I went out with my mom the day before yesterday to run errands, it was fun. 3nodding I got to go to this new daycare for KJ and Kenyana and this girl I know from school works there on internship I think. Its a very beautiful day care. After checkign out the daycare she made me go with her to the welfare office to get the paper so they'd pay for it 'cause its like $350 for both my sibs ._. I had to stand in that aweful line, god I hate the welfare office. stare This ghetto girl's son kept crying because he was sleepy (and she knew he was...she said it herself) and she kept yelling at him and hitting him, even though she knew the baby was just ******** sleepy...she kept yellin at the little kid and he was like 3 ******** years old...god it pissed me off so much. She coulda held him or something but no she hits him and yells at him...your not suppose to hit little kids you can hurt them and yelling hurts their esteem and she just...grrrrrrr......

...ok....>_> I'm sorry, I had to go breath a second. I don't like little kids getting hit...'cause thats my childhood right there. I got beat by every Tom, John, and Rodney my mom was currently ********. Not just me, my sibilings too...so I'm not to keen on hitting lil kids. I mean...I won't lie ._. I hit my siblings but not bad...like I pop their hands or something with my hand I don't strike them to hurt them like that woman was hitting her kid...and the damn security woman just sat there and watched....

My mom made me shut up ._. she tried to say "she's young and kids are alot of stress"...i dont' wanna hear that s**t.
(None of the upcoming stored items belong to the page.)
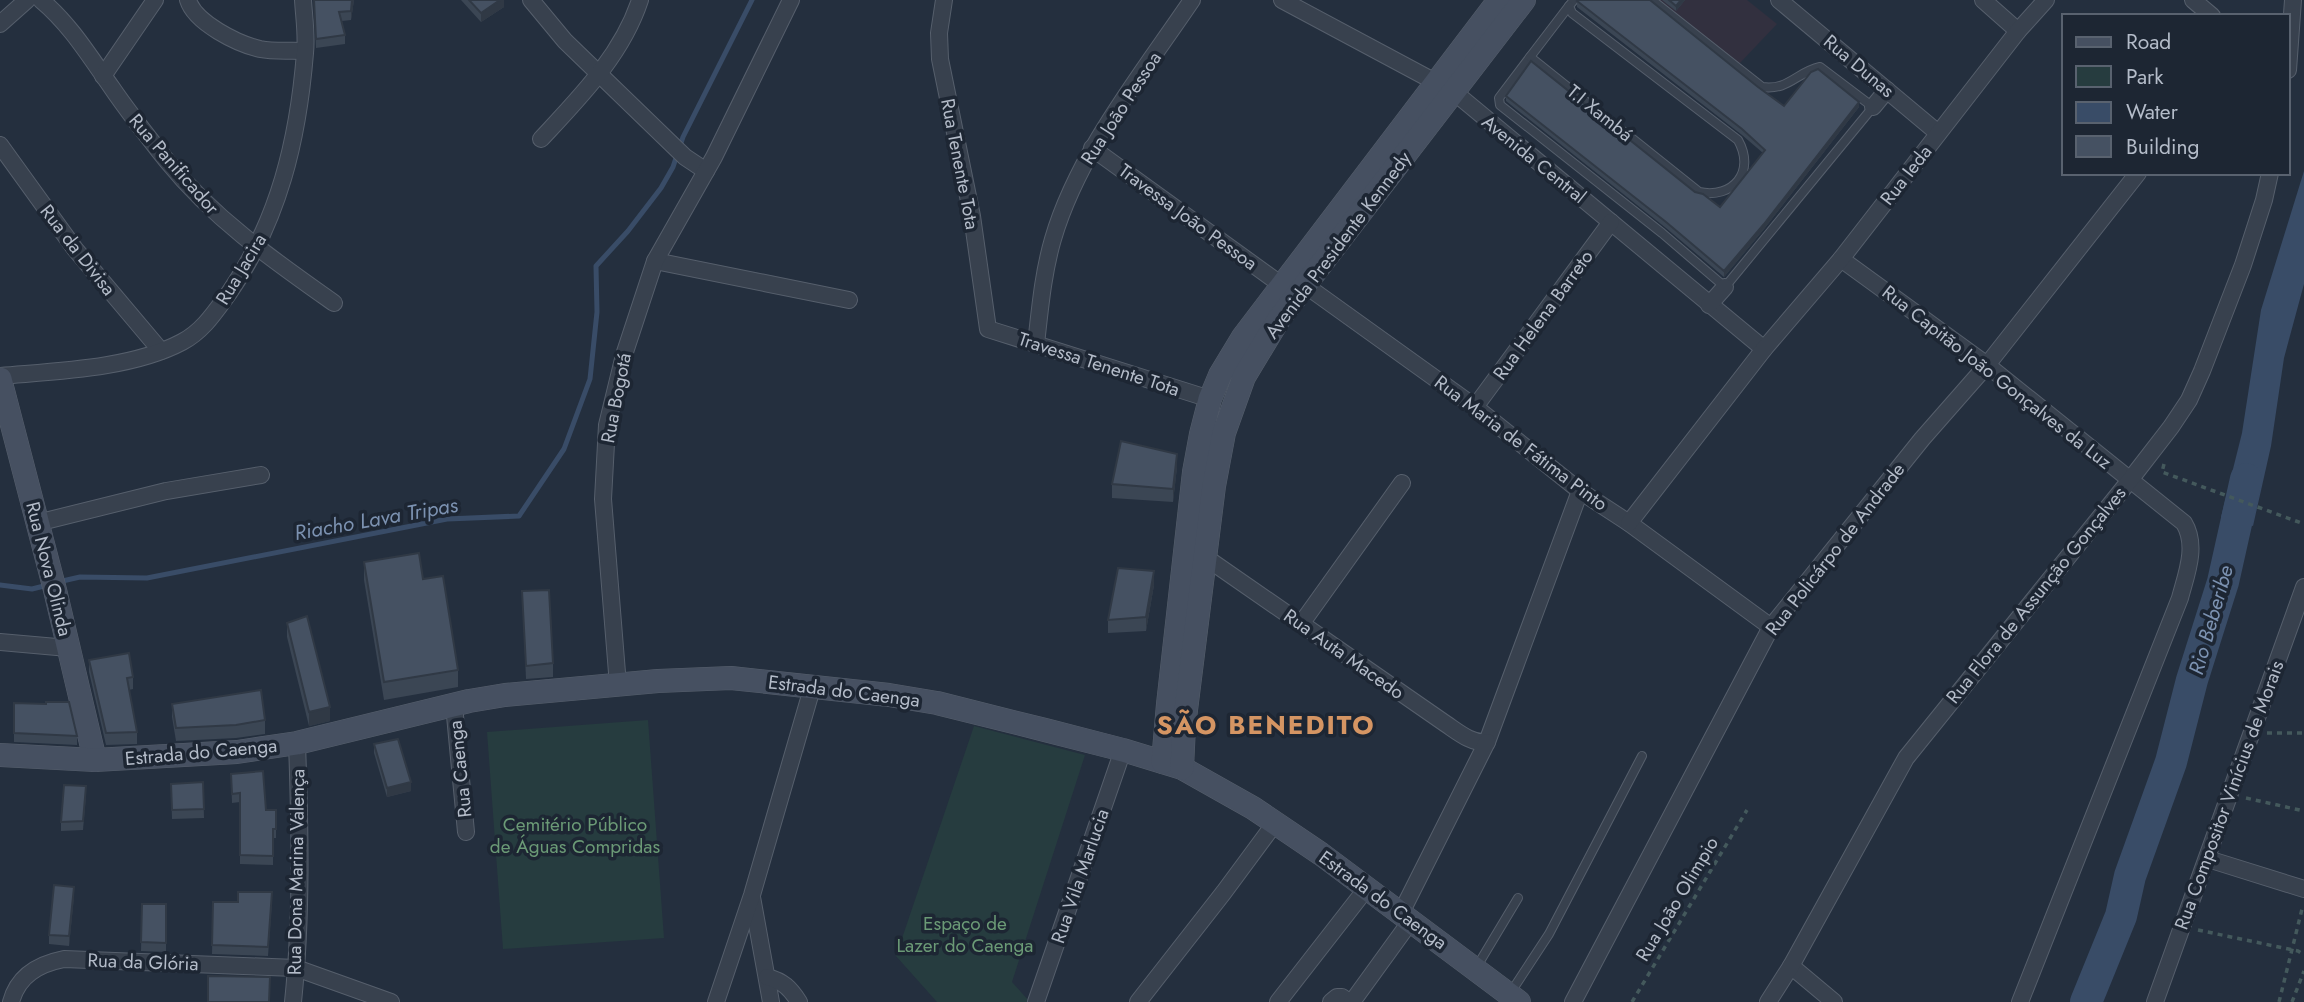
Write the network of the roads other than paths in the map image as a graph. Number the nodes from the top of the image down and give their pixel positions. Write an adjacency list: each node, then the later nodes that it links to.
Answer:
1 (27, 0): 22 (street)
2 (41, 0): 28 (street, Rua Panificador)
3 (155, 0): 28 (street)
4 (188, 0): 25 (street)
5 (303, 0): 25 (street, Rua Jacira)
6 (531, 0): 27 (street)
7 (640, 0): 27 (street)
8 (791, 0): 36 (street, Rua Bogotá)
9 (944, 0): 48 (street, Rua Tenente Tota)
10 (1192, 0): 35 (street, Rua João Pessoa)
11 (1282, 0): 29 (street, Avenida Central)
12 (1499, 0): 29 (main road, Avenida Presidente Kennedy)
13 (1524, 0): 29 (main road, Avenida Presidente Kennedy)
14 (1652, 0): 31 (lane)
15 (1779, 0): 30 (street, Rua Dunas)
16 (1983, 0): 23 (street)
17 (2046, 0): 23 (street, Rua Ieda)
18 (2193, 0): 21 (street)
19 (2293, 0): 24 (street)
20 (1572, 3): 26 (lane); 26 (lane, T.I Xambá)
21 (2210, 14)
22 (0, 24)
23 (2018, 32): 32 (street, Rua Ieda)
24 (2290, 42)
25 (305, 51): 40 (street, Rua Jacira)
26 (1530, 57): 44 (lane)
27 (600, 75): 33 (street); 36 (street)
28 (103, 76): 40 (street, Rua Panificador)
29 (1444, 88): 39 (street, Avenida Central); 43 (main road, Avenida Presidente Kennedy)
30 (1887, 90): 31 (street); 32 (street, Rua Dunas)
31 (1873, 107): 44 (lane)
32 (1938, 133): 41 (street, Rua Ieda)
33 (541, 139)
34 (0, 145): 51 (street, Rua da Divisa)
35 (1092, 148): 43 (street, Travessa João Pessoa); 49 (street, Rua João Pessoa)
36 (706, 171): 42 (street, Rua Bogotá)
37 (2136, 175): 52 (street, Rua Policárpo de Andrade)
38 (2270, 175): 57 (street, Rua Flora de Assunção Gonçalves)
39 (1611, 222): 47 (street, Avenida Central); 55 (street, Rua Helena Barreto)
40 (256, 249): 46 (street, Rua Panificador); 51 (street, Rua Jacira)
41 (1841, 259): 50 (street, Rua Ieda); 52 (street, Rua Capitão João Gonçalves da Luz)
42 (655, 261): 45 (street); 68 (street, Rua Bogotá)
43 (1294, 286): 54 (main road, Avenida Presidente Kennedy); 55 (street, Rua Maria de Fátima Pinto); 62 (main road, Avenida Presidente Kennedy)
44 (1725, 288): 47 (street)
45 (849, 300)
46 (334, 303)
47 (1709, 305): 50 (street, Avenida Central)
48 (988, 329): 49 (street, Travessa Tenente Tota)
49 (1036, 344): 54 (street, Travessa Tenente Tota)
50 (1765, 349): 61 (street, Rua Ieda)
51 (161, 351): 53 (street, Rua Jacira)
52 (1987, 365): 57 (street, Rua Capitão João Gonçalves da Luz); 65 (street, Rua Policárpo de Andrade)
53 (0, 377): 60 (main road, Rua Nova Olinda)
54 (1210, 400): 77 (main road, Avenida Presidente Kennedy)
55 (1475, 407): 59 (street, Rua Maria de Fátima Pinto)
56 (261, 475): 60 (street)
57 (2130, 480): 86 (street, Rua Flora de Assunção Gonçalves); 105 (street, Rua Capitão João Gonçalves da Luz)
58 (1402, 483): 64 (street)
59 (1580, 492): 61 (street, Rua Maria de Fátima Pinto); 71 (street)
60 (37, 523): 67 (main road, Rua Nova Olinda)
61 (1629, 523): 65 (street, Rua Maria de Fátima Pinto)
62 (1205, 557): 64 (street, Rua Auta Macedo); 77 (main road, Avenida Presidente Kennedy)
63 (2304, 587): 80 (street, Rua Compositor Vinícius de Morais)
64 (1301, 624): 71 (street, Rua Auta Macedo)
65 (1771, 627): 102 (street, Rua Policárpo de Andrade)
66 (0, 642): 67 (street)
67 (68, 648): 76 (main road, Rua Nova Olinda)
68 (618, 685): 69 (main road, Estrada do Caenga); 70 (main road, Estrada do Caenga)
69 (813, 685): 73 (main road, Estrada do Caenga); 83 (street)
70 (454, 705): 72 (main road, Estrada do Caenga); 79 (street, Rua Caenga)
71 (1487, 742): 85 (street)
72 (297, 743): 76 (main road, Estrada do Caenga); 87 (street, Rua Dona Marina Valença)
73 (1123, 750): 77 (main road, Estrada do Caenga); 97 (street, Rua Vila Marlucia)
74 (0, 755): 76 (main road, Estrada do Caenga)
75 (1642, 756): 90 (lane)
76 (95, 760)
77 (1172, 765): 78 (main road, Estrada do Caenga)
78 (1275, 823): 81 (main road, Estrada do Caenga); 98 (street)
79 (466, 832)
80 (2208, 859): 82 (street); 106 (street, Rua Compositor Vinícius de Morais)
81 (1366, 889): 85 (main road, Estrada do Caenga); 99 (street)
82 (2304, 889)
83 (752, 895): 89 (street); 94 (street)
84 (1518, 898): 88 (lane)
85 (1405, 919): 88 (main road, Estrada do Caenga); 101 (street)
86 (1791, 966): 103 (street, Rua Flora de Assunção Gonçalves); 104 (street)
87 (296, 968): 91 (street, Rua da Glória); 92 (street, Rua Dona Marina Valença); 93 (street, Rua da Glória)
88 (1476, 968): 90 (main road, Estrada do Caenga)
89 (767, 977): 95 (street); 96 (street)
90 (1514, 998)
91 (11, 1002)
92 (293, 1002)
93 (391, 1002)
94 (716, 1002)
95 (771, 1002)
96 (799, 1002)
97 (1036, 1002)
98 (1138, 1002)
99 (1278, 1002)
100 (1331, 1002): 101 (street)
101 (1350, 1002)
102 (1573, 1002)
103 (1768, 1002)
104 (1834, 1002)
105 (2020, 1002)
106 (2155, 1002)

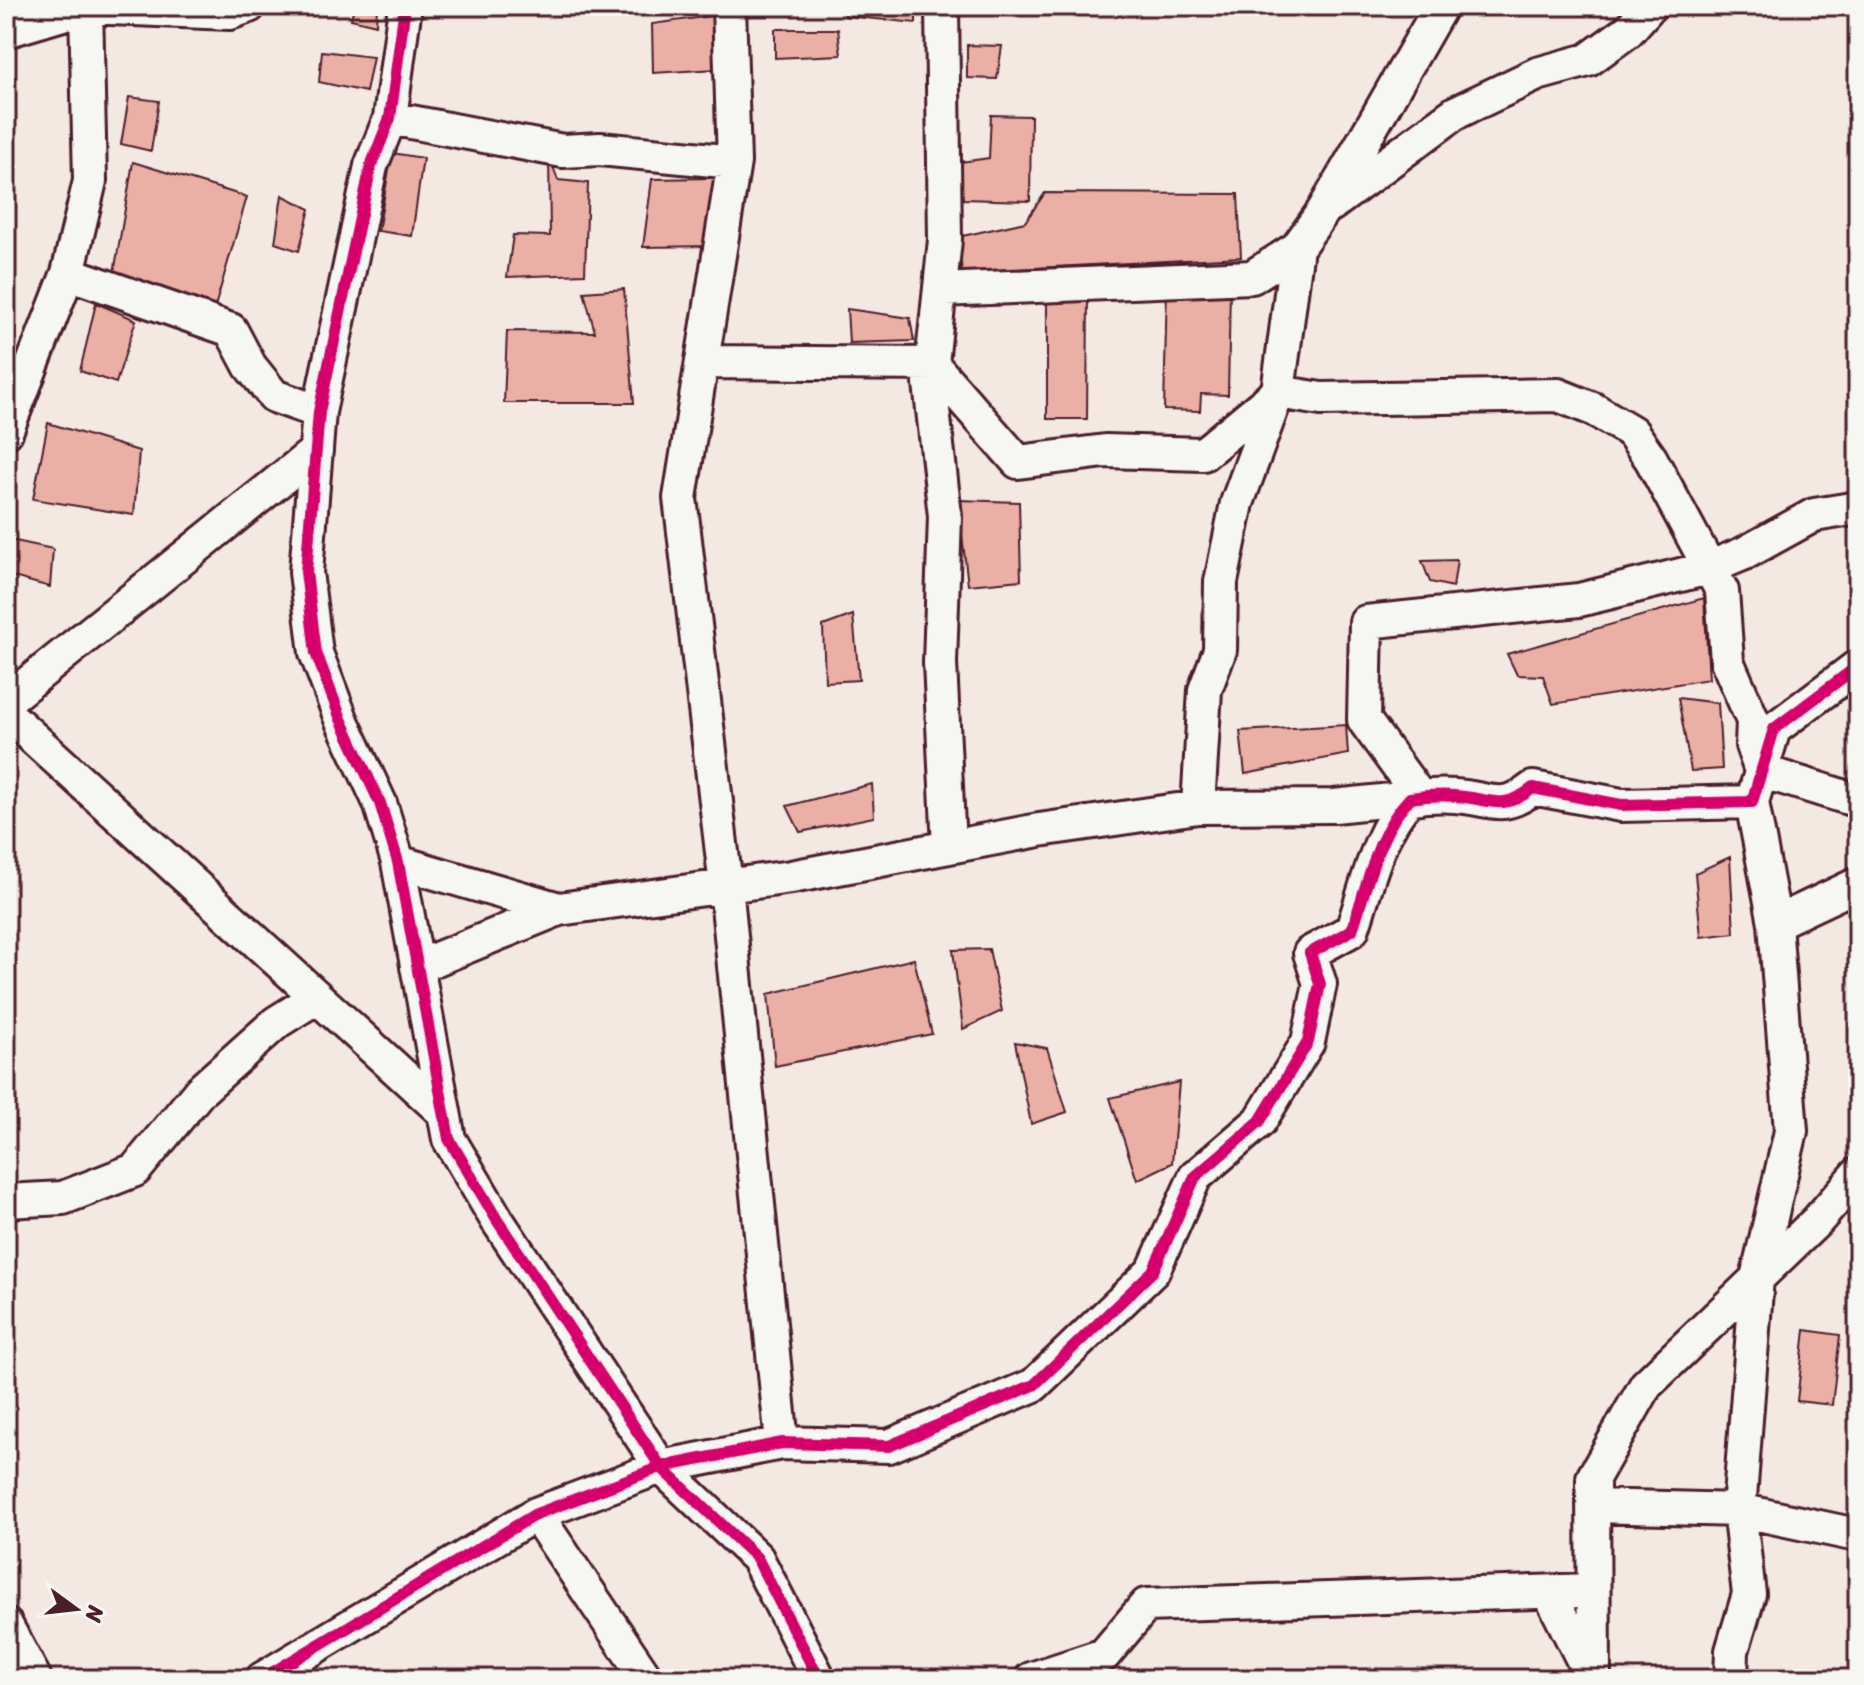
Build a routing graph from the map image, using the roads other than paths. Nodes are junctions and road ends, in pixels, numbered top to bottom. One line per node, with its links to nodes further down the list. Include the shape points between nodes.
1 (86, 6): 2 (street, via 230,13); 8 (street); 13 (street, via 90,181)
2 (249, 6)
3 (405, 6): 9 (street)
4 (729, 6): 10 (street)
5 (942, 6): 14 (street, via 945,240)
6 (1441, 6): 11 (street)
7 (1650, 6): 11 (street, via 1628,31 1588,60 1537,74 1455,113)
8 (6, 31)
9 (390, 118): 10 (street, via 563,151 600,149); 18 (street, via 371,166)
10 (734, 162): 15 (street)
11 (1324, 210): 12 (street)
12 (1297, 248): 14 (street, via 1252,277); 17 (street)
13 (68, 273): 18 (street, via 231,330 274,396); 19 (street)
14 (940, 290): 16 (street)
15 (702, 362): 16 (street); 34 (street, via 680,498)
16 (932, 364): 17 (street, via 1018,462 1105,451 1203,454); 31 (street, via 931,409 945,516 940,663)
17 (1278, 392): 22 (street, via 1321,399 1558,395 1581,404 1632,432); 30 (street, via 1237,503 1221,582 1220,650 1205,690)
18 (319, 412): 20 (street)
19 (6, 432)
20 (316, 451): 24 (street); 32 (street, via 306,572 316,653 380,803)
21 (1858, 508): 22 (street, via 1814,515)
22 (1709, 568): 26 (street, via 1722,591 1727,661 1753,721 1752,745); 27 (street, via 1579,600 1366,622 1364,720)
23 (1858, 666): 26 (street, via 1774,729)
24 (6, 701)
25 (6, 713): 38 (street)
26 (1761, 771): 28 (street); 29 (street)
27 (1420, 797): 29 (street, via 1456,796 1501,804 1518,800 1533,788 1621,805); 30 (street, via 1334,806); 43 (street, via 1410,798 1397,812 1352,930 1310,953 1320,984 1308,1042 1260,1121 1195,1177 1153,1271 1034,1385 889,1446)
28 (1858, 801)
29 (1752, 802): 36 (street)
30 (1198, 807): 31 (street)
31 (949, 847): 34 (street)
32 (398, 862): 35 (street); 37 (street)
33 (1858, 884): 36 (street)
34 (726, 886): 35 (street); 43 (street)
35 (559, 909): 37 (street)
36 (1775, 923): 42 (street, via 1791,1131)
37 (417, 967): 39 (street)
38 (317, 997): 39 (street); 41 (street, via 277,1022 200,1091 135,1170 63,1198)
39 (442, 1111): 44 (street, via 449,1139 497,1220)
40 (1858, 1174): 42 (street)
41 (6, 1201)
42 (1757, 1278): 45 (street, via 1646,1385 1593,1478); 46 (street)
43 (782, 1443): 44 (street)
44 (661, 1467): 47 (street); 55 (street, via 757,1558)
45 (1593, 1506): 46 (street); 49 (street)
46 (1739, 1510): 48 (street); 58 (street, via 1749,1594 1732,1651)
47 (536, 1514): 53 (street); 54 (street)
48 (1858, 1532)
49 (1593, 1590): 50 (street); 57 (street)
50 (1549, 1592): 56 (street, via 1146,1605 1104,1655); 57 (street)
51 (6, 1625): 52 (street)
52 (35, 1679)
53 (262, 1679)
54 (647, 1679)
55 (819, 1679)
56 (1031, 1679)
57 (1593, 1679)
58 (1731, 1679)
If she wanted a baby she shoulda waiting. If the kid was an accident she shoulda been more intelligent instead of an easy slut...::sigh:

So, I distracted myself... whee this kewl asian man and his old, old mother were infront of us inline whee heart He looked like one of those men on that yummy asain porn I saw xd His mom was so kewl and they were talking in some language I didn't understand. He looked like a big buisness man, thats nice as hell of him to stand inline with his mom so she could fix her food stamps card. I mean, like...he wasn't someone who needed to be in that line...but he respected his mother so much he came. Either that, or he didn't wanna have to buy her food xd ...regardless, that was nice :3 and I'ma honor my mom like that (even though she doesnt' deserve it stare ) when she's old too 3nodding He asked this woman infrotn of us to go ahead of her, since all he needed to do was fix her card, but she was bitchy and said no. stare Mean woman...anyway, that man and his mom reminded me of the Joy Luck Club. whee

We're moving...sooner than I expected gonk The people that own this projects I live in want my mom to do community service becayse they still think she doesn't have a job. She has to do like 48 hours of cleaning up this nasty a** projects because we are so "lucky to have such cheap housing". rolleyes Thats a load of s**t. I won't even describe the s**t that goes on ehre and that we have to endure because I have some pride in myself ._. not pride, no...just its embarassing xp So yea, we're moving in a week I think. O_o My mom is looking at houses now...we're going back to the rich side of town...which means I gotta leave all my friends. sad

SIKE! xd I drive now b***h cool Not legally, but soon I'll be legal, and I'm driving to and fro school for now on~No, Marion Franklin isn't exactly the best of schools no we don't get any kind of an education...but still, 3nodding I still live on the concept my friends are worth it.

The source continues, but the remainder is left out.